**Exercise:**
If an entry holds a picture, leave that picture out. Give everything else again exactly.

====

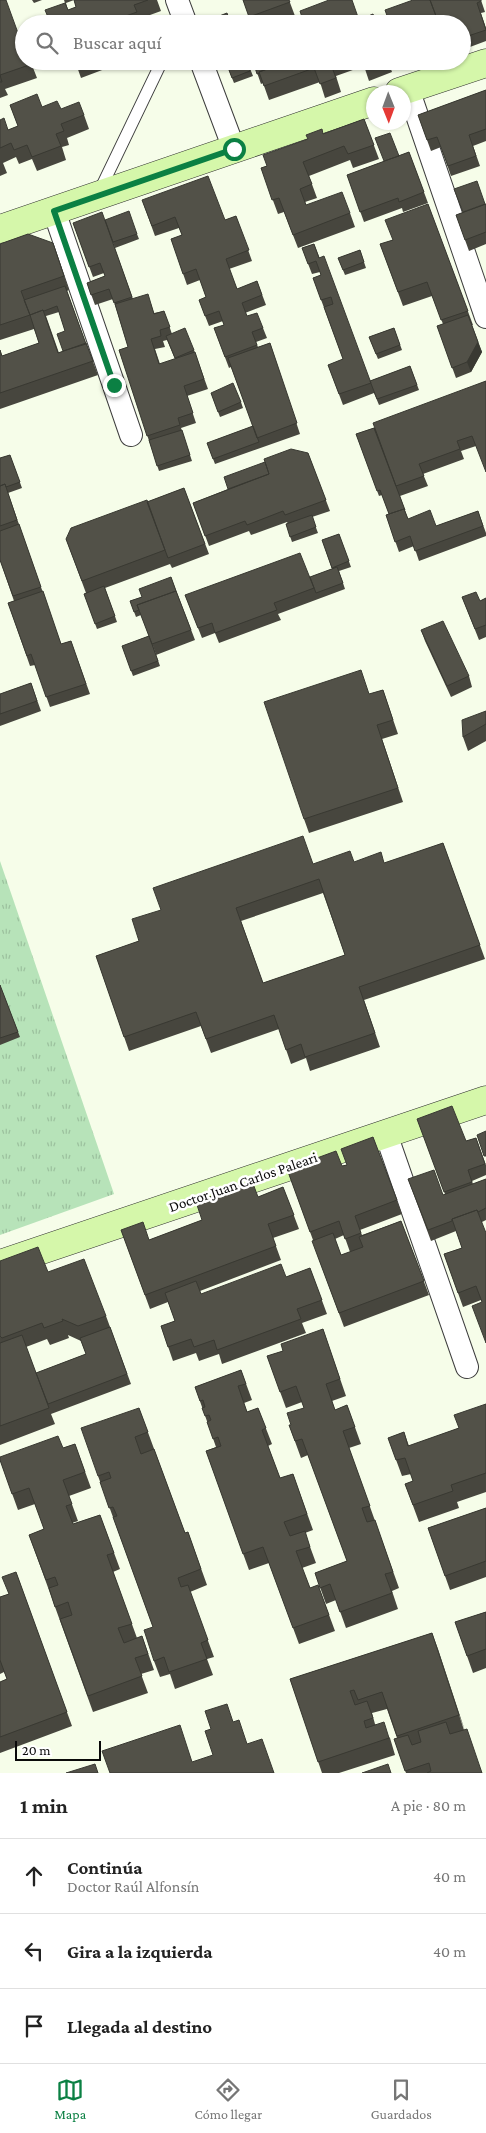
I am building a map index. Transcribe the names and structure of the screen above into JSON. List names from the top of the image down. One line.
{"streets":{"street":["Doctor Juan Carlos Paleari"]},"scale_bar":"20 m","north":"bottom","page":{"search":"Buscar aquí","scale":"20 m","heading":["1 min","A pie · 80 m"],"list":[["Continúa","Doctor Raúl Alfonsín","40 m"],["Gira a la izquierda","40 m"],"Llegada al destino"],"nav":["Mapa","Cómo llegar","Guardados"]}}
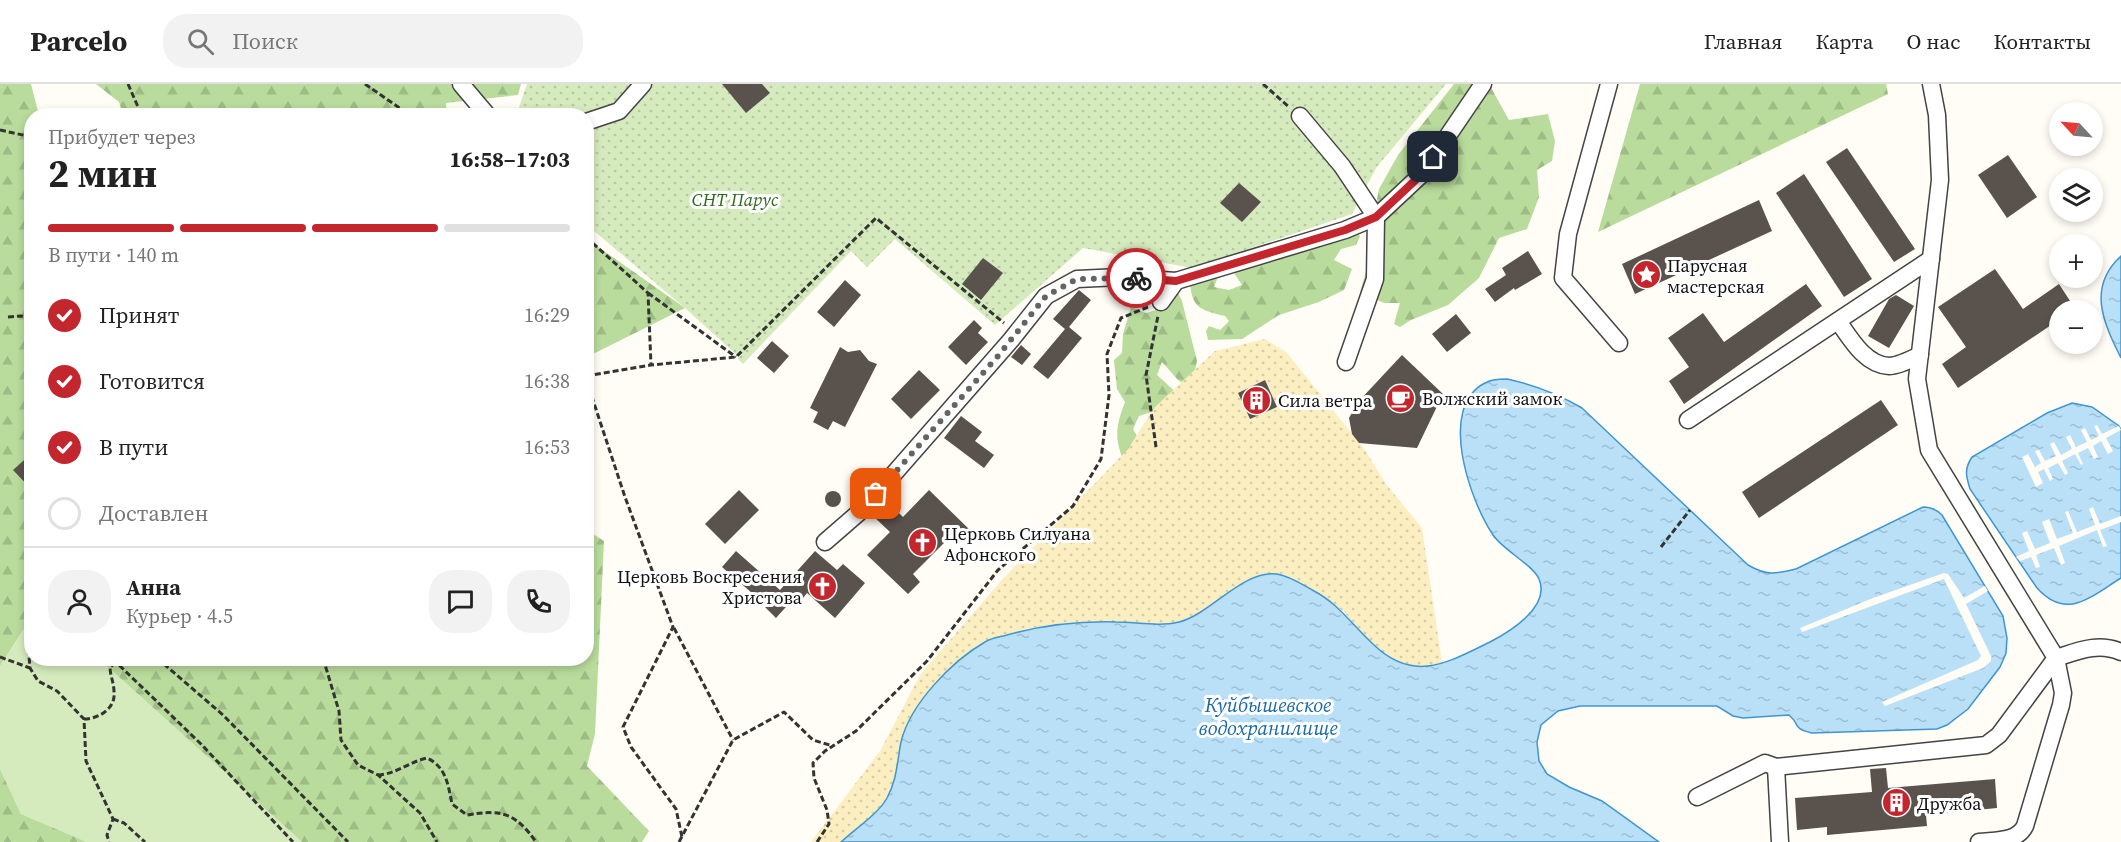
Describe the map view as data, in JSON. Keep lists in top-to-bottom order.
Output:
{
  "water": ["Куйбышевское водохранилище"],
  "parks": ["СНТ Парус"],
  "places": {
    "place": ["Парусная мастерская"],
    "cafe": ["Волжский замок"],
    "building": ["Сила ветра", "Дружба"],
    "church": ["Церковь Силуана Афонского", "Церковь Воскресения Христова"]
  },
  "north": "top left",
  "page": {
    "header": "Parcelo",
    "search": "Поиск",
    "nav": [
      "Главная",
      "Карта",
      "О нас",
      "Контакты"
    ],
    "map_buttons": ["+", "−"],
    "heading": ["2 мин", "Прибудет через", "16:58–17:03"],
    "panel": ["Анна", "Курьер · 4.5"],
    "bar": "В пути · 140 m",
    "list": [
      ["Принят", "16:29"],
      ["Готовится", "16:38"],
      ["В пути", "16:53"],
      "Доставлен"
    ]
  }
}
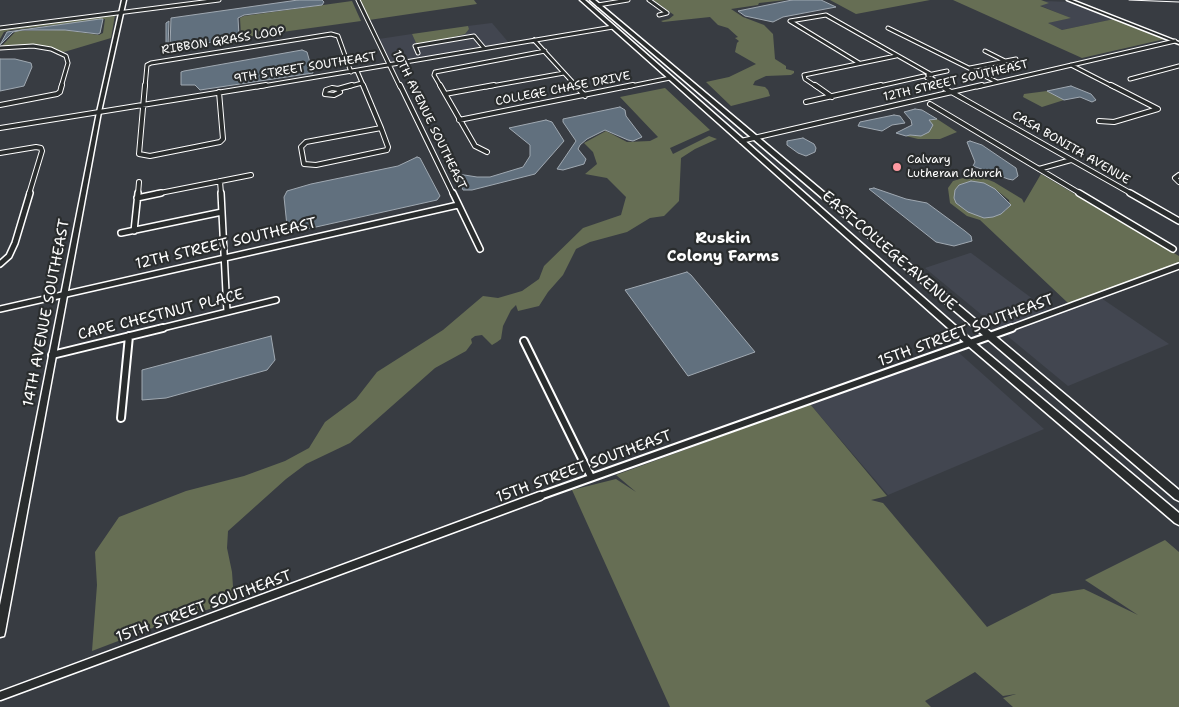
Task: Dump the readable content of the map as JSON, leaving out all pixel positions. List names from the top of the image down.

====

**Your response:**
I am building a map index. Transcribe the names and structure of the screen above into JSON. List names from the top of the image down. One line.
{"streets":{"street":["Doctor Juan Carlos Paleari"]},"scale_bar":"20 m","north":"bottom","page":{"search":"Buscar aquí","scale":"20 m","heading":["1 min","A pie · 80 m"],"list":[["Continúa","Doctor Raúl Alfonsín","40 m"],["Gira a la izquierda","40 m"],"Llegada al destino"],"nav":["Mapa","Cómo llegar","Guardados"]}}
Describe the map view as data, in JSON. Keep lists in top-to-bottom order.
Output:
{
  "water": ["Куйбышевское водохранилище"],
  "parks": ["СНТ Парус"],
  "places": {
    "place": ["Парусная мастерская"],
    "cafe": ["Волжский замок"],
    "building": ["Сила ветра", "Дружба"],
    "church": ["Церковь Силуана Афонского", "Церковь Воскресения Христова"]
  },
  "north": "top left",
  "page": {
    "header": "Parcelo",
    "search": "Поиск",
    "nav": [
      "Главная",
      "Карта",
      "О нас",
      "Контакты"
    ],
    "map_buttons": ["+", "−"],
    "heading": ["2 мин", "Прибудет через", "16:58–17:03"],
    "panel": ["Анна", "Курьер · 4.5"],
    "bar": "В пути · 140 m",
    "list": [
      ["Принят", "16:29"],
      ["Готовится", "16:38"],
      ["В пути", "16:53"],
      "Доставлен"
    ]
  }
}
Task: Dump the readable content of the map as JSON, leaving out all pixel positions. List names from the top of the image down.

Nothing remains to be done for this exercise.